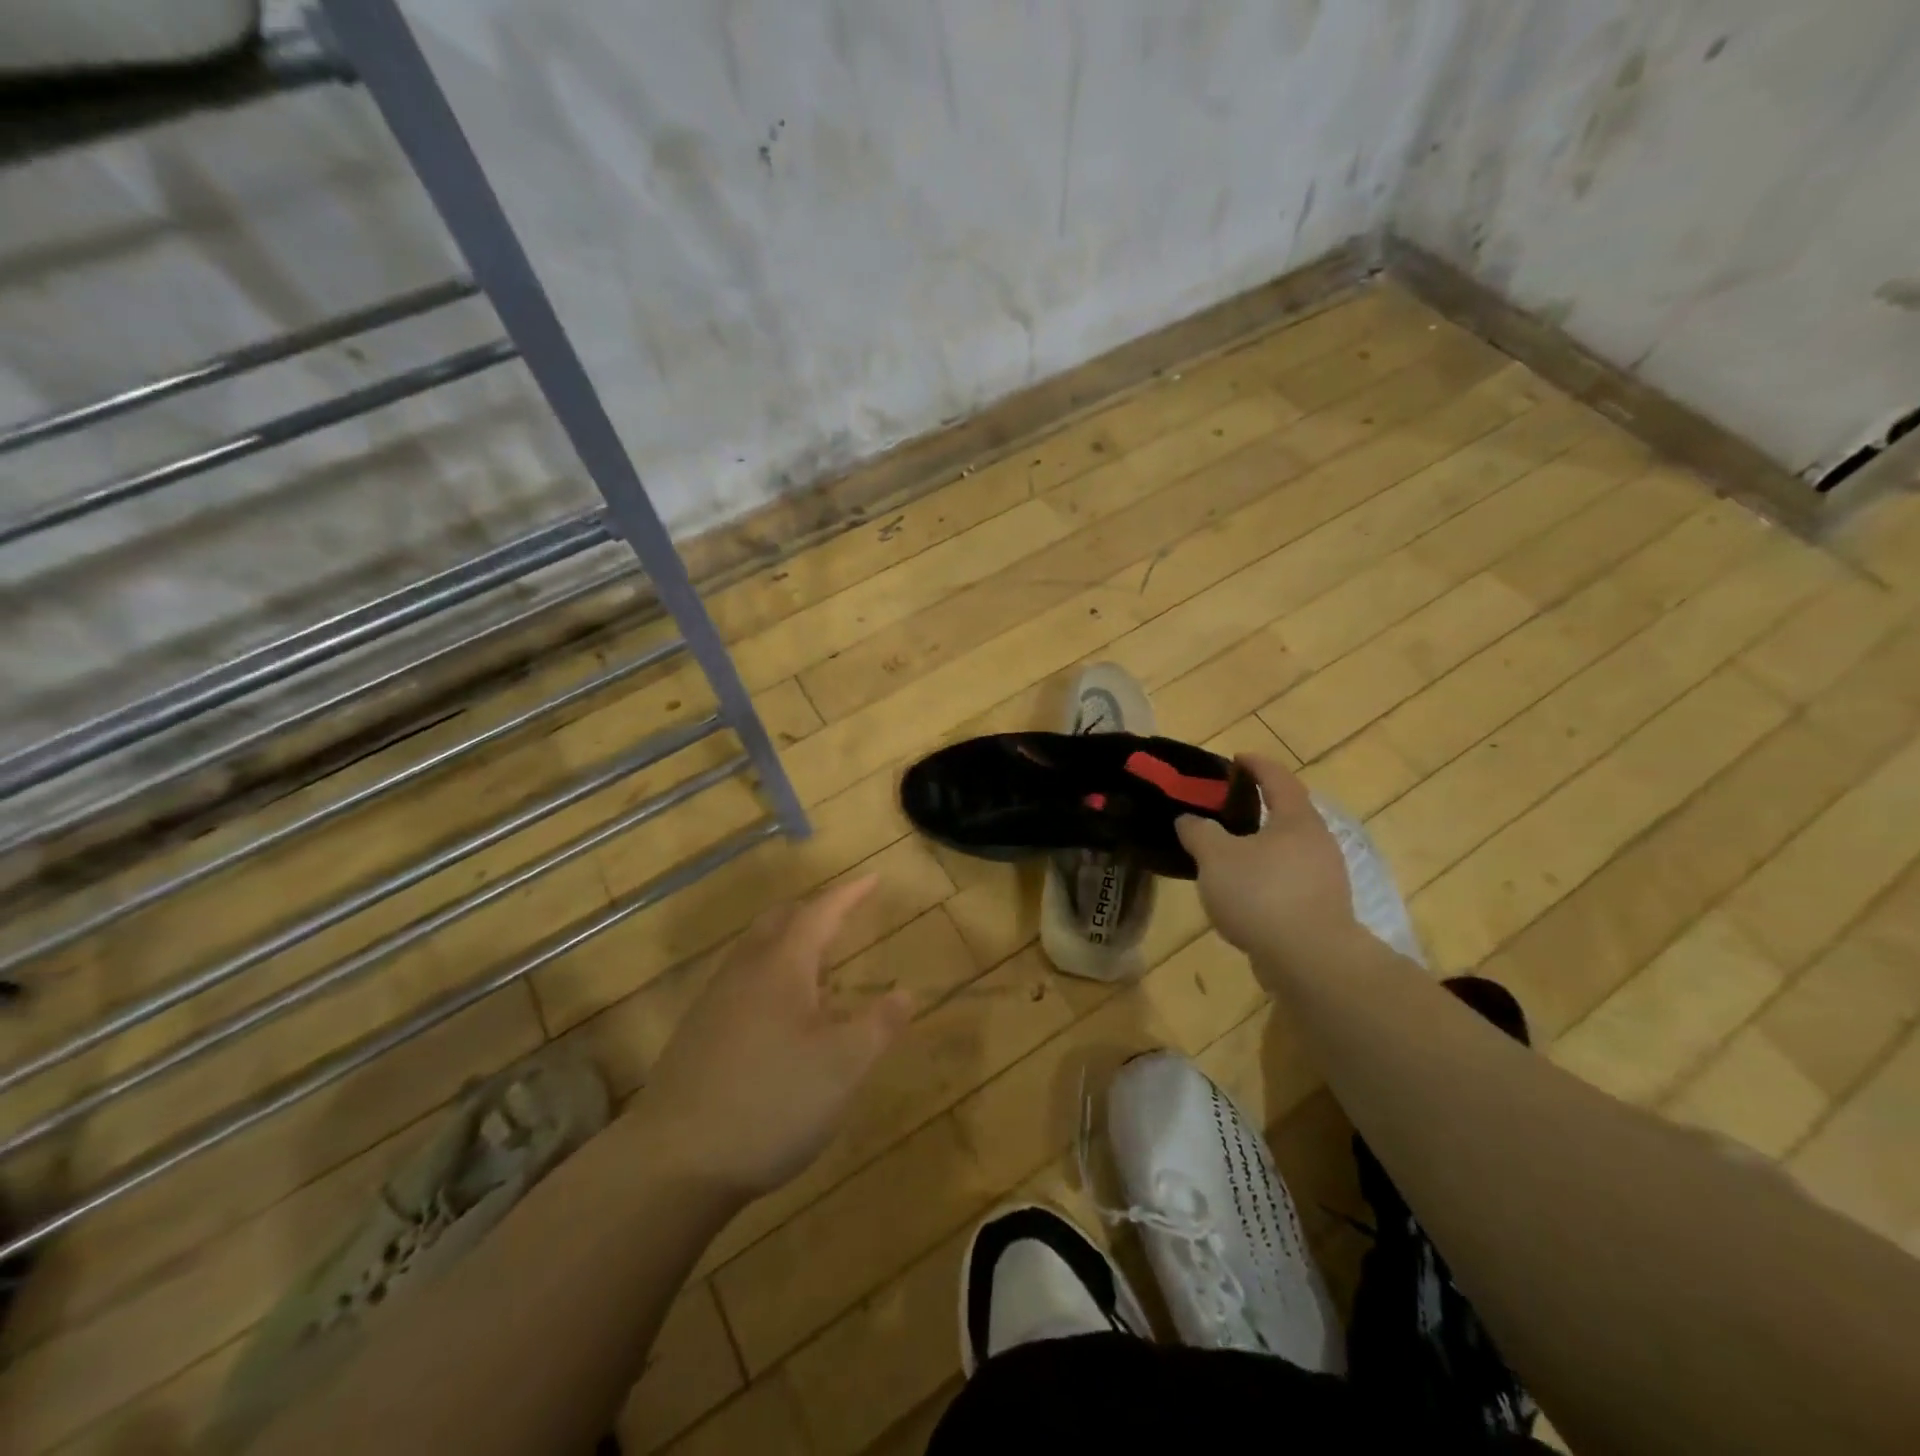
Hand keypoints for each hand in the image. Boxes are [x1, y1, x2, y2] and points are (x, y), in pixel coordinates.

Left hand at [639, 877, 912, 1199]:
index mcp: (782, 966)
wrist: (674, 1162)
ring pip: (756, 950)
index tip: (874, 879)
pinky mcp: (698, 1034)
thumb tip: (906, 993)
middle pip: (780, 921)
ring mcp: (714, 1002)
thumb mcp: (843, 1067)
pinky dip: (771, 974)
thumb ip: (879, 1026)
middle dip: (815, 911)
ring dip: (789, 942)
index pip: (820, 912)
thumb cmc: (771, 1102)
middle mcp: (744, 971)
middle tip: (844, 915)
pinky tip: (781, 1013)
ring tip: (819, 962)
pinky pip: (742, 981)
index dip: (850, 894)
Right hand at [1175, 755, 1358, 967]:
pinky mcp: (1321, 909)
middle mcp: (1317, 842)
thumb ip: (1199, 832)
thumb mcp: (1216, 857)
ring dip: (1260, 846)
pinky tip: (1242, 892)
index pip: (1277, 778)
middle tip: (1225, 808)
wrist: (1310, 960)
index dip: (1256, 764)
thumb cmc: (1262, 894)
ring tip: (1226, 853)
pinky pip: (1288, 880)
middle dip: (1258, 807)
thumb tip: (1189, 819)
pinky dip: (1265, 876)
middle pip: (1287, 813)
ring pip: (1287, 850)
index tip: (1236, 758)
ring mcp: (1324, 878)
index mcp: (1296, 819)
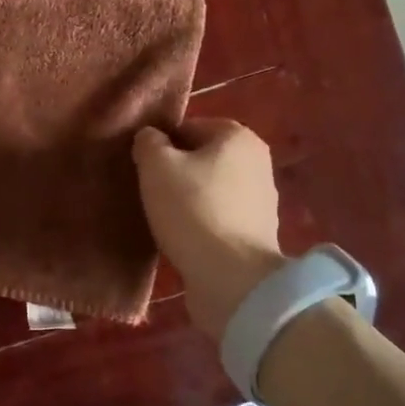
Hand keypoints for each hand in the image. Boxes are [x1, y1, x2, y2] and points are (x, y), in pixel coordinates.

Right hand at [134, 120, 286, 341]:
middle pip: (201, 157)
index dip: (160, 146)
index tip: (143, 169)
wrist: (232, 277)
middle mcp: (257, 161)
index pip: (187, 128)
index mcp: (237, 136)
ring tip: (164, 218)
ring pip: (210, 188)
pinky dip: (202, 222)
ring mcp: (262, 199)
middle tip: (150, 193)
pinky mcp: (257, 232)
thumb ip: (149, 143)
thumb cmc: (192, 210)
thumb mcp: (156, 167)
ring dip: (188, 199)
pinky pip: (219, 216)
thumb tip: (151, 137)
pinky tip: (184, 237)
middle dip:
----------
→ What needs to be done:
Restate the material above word for word; pictures do not belong in the copy.

→ Answer for this exercise:
Hand keypoints for each hand in the image. Boxes are [x1, y1, x2, y2] and points are (x, y), in pixel coordinates.

Left hand at [639, 877, 912, 1199]:
index mcp: (782, 966)
wrist: (674, 1162)
ring pip: (756, 950)
index tip: (874, 879)
pinky mcp: (698, 1034)
thumb tip: (906, 993)
middle pip: (780, 921)
ring mcp: (714, 1002)
thumb mcp: (843, 1067)
pinky dip: (771, 974)
thumb ip: (879, 1026)
middle dip: (815, 911)
ring dip: (789, 942)
index pip: (820, 912)
thumb cmc: (771, 1102)
middle mcp: (744, 971)
middle tip: (844, 915)
pinky tip: (781, 1013)
ring tip: (819, 962)
pinky pip: (742, 981)
index dip: (850, 894)
Right hand at [1175, 755, 1358, 967]:
pinky mcp: (1321, 909)
middle mcp: (1317, 842)
thumb ip: (1199, 832)
thumb mcp: (1216, 857)
ring dip: (1260, 846)
pinky tip: (1242, 892)
index pip: (1277, 778)
middle tip: (1225, 808)
wrist: (1310, 960)
index dip: (1256, 764)
thumb cmc: (1262, 894)
ring tip: (1226, 853)
pinky pip: (1288, 880)
middle dip: (1258, 807)
thumb tip: (1189, 819)
pinky dip: (1265, 876)
middle pip: (1287, 813)
ring pip: (1287, 850)
index tip: (1236, 758)
ring mcp: (1324, 878)
index mcp: (1296, 819)
Hand keypoints for each hand in the image. Boxes are [x1, y1, x2, y2] and points are (x, y), in pixel coordinates.

Right hand at [134, 120, 286, 341]:
middle pip: (201, 157)
index dip: (160, 146)
index tip: (143, 169)
wrist: (232, 277)
middle mcp: (257, 161)
index pip: (187, 128)
index mcp: (237, 136)
ring tip: (164, 218)
ring pip: (210, 188)
pinky dip: (202, 222)
ring mcp: (262, 199)
middle tip: (150, 193)
pinky mcp: (257, 232)
thumb ip: (149, 143)
thumb cmc: (192, 210)
thumb mcp: (156, 167)
ring dip: (188, 199)
pinky pip: (219, 216)
thumb tip: (151, 137)
pinky tip: (184, 237)
middle dip:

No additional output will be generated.